In a real-world social interaction, participants utilized gaze cues from another individual, but only when the gaze cues provided information that was absent from the spoken instructions. When the information contained in the spoken language was sufficient to uniquely identify a target block, participants rarely sought out or followed gaze cues from the experimenter. However, when language cues were ambiguous, the presence or absence of gaze cues from the instructor did impact behavior in a number of ways: Participants frequently sought out gaze cues when available and they made use of these cues to orient to the target block (gaze following) and to pick up the correct block. Thus our findings add support to the growing body of evidence that gaze-cue utilization is context dependent (Itier et al.,
2007; Nummenmaa et al.,
2009), and extends this evidence into the domain of a real-world interaction.
The mean percentage of looks to the instructor was significantly higher when the instructions were ambiguous and gaze cues were provided than in any other condition, indicating that these participants were seeking gaze cues more often than all other participants. The difference between this condition and the two unambiguous instruction conditions can be easily accounted for by the irrelevance of gaze cues to the task: The unambiguous language clearly described the location of the target block, so there was no need for any extra nonverbal information. The significant difference across gaze conditions for those given ambiguous instructions is particularly interesting. Those in the condition in which instructions were ambiguous but no gaze cues were provided very rarely looked to the instructor, despite not receiving sufficient verbal information to correctly perform the task. This finding is all the more surprising, considering that the looks to the instructor in the condition in which ambiguous instructions were supported by gaze cues occurred before the gaze cue was given, a point in time at which the gaze and no gaze conditions did not differ. These findings can be explained by the participants very quickly learning the nonverbal informativeness of the instructor: When gaze cues are present participants learned to pre-emptively look to the instructor, however, when they were not present, participants learnt that they cannot receive useful nonverbal information from the instructor and therefore do not look towards him. While these differences must reflect sensitivity on the part of the participant to whether or not gaze cues are provided, we did not see any change in overt gaze-seeking behavior over the course of the experiment, suggesting that participants quickly learned whether gaze cues were provided or were able to detect the presence or absence of gaze cues without overtly orienting to the instructor.
The percentage of trials in which the target was the first block to be fixated after the onset of the first descriptor word was our indicator of gaze following. The identity of the target block was ambiguous at the onset of the first descriptor word to all participants, except those utilizing gaze cues, because the gaze cues were given at this point. We would therefore expect that participants following gaze cues would be more likely to look at the target block before any other block than participants not following gaze cues. Our gaze-seeking indicator can only consider overt gaze seeking, however this indicator for gaze following takes the effects of both overt and peripheral gaze-following into account. This is crucial, as there is evidence that gaze cues can be utilized without being directly fixated (Knoeferle & Kreysa,
2012).

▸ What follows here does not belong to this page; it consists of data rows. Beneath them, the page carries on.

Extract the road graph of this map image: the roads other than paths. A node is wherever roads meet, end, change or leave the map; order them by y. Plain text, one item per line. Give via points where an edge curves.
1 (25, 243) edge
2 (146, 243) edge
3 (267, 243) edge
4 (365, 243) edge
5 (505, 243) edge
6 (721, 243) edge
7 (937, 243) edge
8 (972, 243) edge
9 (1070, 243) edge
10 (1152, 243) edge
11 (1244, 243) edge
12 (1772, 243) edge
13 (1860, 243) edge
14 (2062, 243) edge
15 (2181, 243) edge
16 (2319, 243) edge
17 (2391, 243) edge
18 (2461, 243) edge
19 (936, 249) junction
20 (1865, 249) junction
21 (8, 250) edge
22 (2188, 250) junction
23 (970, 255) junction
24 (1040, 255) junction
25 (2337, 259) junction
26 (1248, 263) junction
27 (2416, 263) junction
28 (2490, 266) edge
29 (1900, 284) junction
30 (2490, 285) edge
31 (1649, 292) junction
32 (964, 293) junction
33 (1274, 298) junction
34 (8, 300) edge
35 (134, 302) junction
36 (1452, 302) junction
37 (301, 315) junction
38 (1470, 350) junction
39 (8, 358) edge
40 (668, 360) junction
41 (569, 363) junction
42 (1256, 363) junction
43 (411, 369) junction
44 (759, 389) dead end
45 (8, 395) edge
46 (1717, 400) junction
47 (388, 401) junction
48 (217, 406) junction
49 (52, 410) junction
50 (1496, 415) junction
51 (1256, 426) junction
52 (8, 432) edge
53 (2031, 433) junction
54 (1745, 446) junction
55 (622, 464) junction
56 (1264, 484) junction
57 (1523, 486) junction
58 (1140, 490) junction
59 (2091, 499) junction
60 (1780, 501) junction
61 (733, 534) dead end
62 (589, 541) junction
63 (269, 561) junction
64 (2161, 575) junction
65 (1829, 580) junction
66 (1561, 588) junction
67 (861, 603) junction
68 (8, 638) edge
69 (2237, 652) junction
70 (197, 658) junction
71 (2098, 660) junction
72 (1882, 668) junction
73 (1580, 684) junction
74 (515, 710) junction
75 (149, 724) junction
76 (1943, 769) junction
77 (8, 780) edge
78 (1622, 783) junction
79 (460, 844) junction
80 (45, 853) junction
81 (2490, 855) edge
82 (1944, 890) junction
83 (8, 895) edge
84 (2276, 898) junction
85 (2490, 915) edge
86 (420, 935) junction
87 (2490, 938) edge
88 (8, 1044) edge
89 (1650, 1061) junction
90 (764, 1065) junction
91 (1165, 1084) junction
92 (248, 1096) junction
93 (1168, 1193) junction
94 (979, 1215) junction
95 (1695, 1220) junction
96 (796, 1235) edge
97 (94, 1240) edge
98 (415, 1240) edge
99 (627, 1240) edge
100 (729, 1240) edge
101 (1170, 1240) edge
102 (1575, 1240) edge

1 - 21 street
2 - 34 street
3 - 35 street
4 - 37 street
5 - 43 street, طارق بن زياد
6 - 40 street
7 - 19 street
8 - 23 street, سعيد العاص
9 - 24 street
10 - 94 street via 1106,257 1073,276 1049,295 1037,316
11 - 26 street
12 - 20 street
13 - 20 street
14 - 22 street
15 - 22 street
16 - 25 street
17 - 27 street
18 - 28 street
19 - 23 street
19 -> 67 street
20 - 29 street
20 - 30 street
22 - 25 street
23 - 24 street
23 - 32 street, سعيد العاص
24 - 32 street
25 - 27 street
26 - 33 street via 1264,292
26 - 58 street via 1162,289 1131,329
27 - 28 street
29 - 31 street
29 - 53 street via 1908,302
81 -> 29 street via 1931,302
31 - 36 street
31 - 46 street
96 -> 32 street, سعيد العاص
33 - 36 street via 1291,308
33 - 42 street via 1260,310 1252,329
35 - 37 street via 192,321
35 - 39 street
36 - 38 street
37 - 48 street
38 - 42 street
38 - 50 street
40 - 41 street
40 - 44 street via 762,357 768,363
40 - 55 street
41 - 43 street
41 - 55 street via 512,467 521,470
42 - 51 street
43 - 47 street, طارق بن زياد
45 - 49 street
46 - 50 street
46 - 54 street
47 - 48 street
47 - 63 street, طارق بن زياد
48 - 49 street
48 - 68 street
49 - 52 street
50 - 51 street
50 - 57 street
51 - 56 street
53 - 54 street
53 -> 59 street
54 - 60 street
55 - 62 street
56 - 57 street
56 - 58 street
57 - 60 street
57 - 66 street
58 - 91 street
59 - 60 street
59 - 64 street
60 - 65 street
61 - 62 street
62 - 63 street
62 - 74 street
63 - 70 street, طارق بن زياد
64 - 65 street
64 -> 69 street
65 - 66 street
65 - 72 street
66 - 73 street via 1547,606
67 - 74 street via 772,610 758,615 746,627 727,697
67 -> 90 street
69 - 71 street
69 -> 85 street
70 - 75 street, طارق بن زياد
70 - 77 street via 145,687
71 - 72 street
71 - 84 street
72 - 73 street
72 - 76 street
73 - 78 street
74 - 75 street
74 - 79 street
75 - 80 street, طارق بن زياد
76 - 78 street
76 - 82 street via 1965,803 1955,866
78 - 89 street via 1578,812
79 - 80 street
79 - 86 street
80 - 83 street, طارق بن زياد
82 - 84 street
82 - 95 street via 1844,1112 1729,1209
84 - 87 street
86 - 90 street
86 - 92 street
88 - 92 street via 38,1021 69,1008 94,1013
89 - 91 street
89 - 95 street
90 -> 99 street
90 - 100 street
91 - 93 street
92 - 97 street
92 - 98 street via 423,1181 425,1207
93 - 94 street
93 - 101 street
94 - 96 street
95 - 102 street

Within each gaze condition, there was no difference in the percentage of trials in which the target block was the first block to be fixated after the onset of the first descriptor word for ambiguous and unambiguous instructions. This is likely to be because at the onset of the first descriptor word both types of instruction are equally ambiguous. However, we found a significantly higher percentage of trials in which the target was the first block fixated after the onset of the first descriptor word when ambiguous instructions were supported by gaze cues than when ambiguous instructions were not supported by gaze cues, suggesting that gaze cues were being followed when language was ambiguous. There was no significant difference between the gaze conditions for participants who were provided with unambiguous instructions. We argue that this is due to the gaze cues not being utilized even though they were present, when the necessary information to complete the task was provided by language. Thus, as was the case for our indicator of overt gaze-seeking behavior, gaze following appears to only occur when the language of the instructions was imprecise and did not uniquely identify a target block.
In contrast to our gaze-seeking measure, we found that gaze following appeared to change over the course of the experiment in the condition when gaze cues were present and language was ambiguous. There were more trials in which the target was the first block to be fixated after the onset of the first descriptor word in the final 20 trials than the first 20 trials. This suggests that participants are following gaze cues more when they have encountered more evidence of their communicative value. It is interesting to note that the influence of gaze cues on fixating the target block seemed to be manifest in terms of the accuracy of selecting the target block after the onset of the first descriptor word, but not in terms of fixating this block sooner. There was no difference in how quickly the target block was fixated after the onset of the first descriptor word in the presence or absence of gaze cues. As such, gaze utilization in this experiment appears restricted to selection accuracy rather than selection speed. However, it should be noted that given the small cohort of participants in this experiment, a significant difference in potentially very small time differences would be hard to detect. Taken together, our measures of gaze seeking and gaze following suggest that participants seek and utilize gaze cues when they provide information not present in language, but quickly learn not to seek gaze cues when they are not provided, and do not utilize gaze cues when the spoken instructions contain all of the task-relevant information.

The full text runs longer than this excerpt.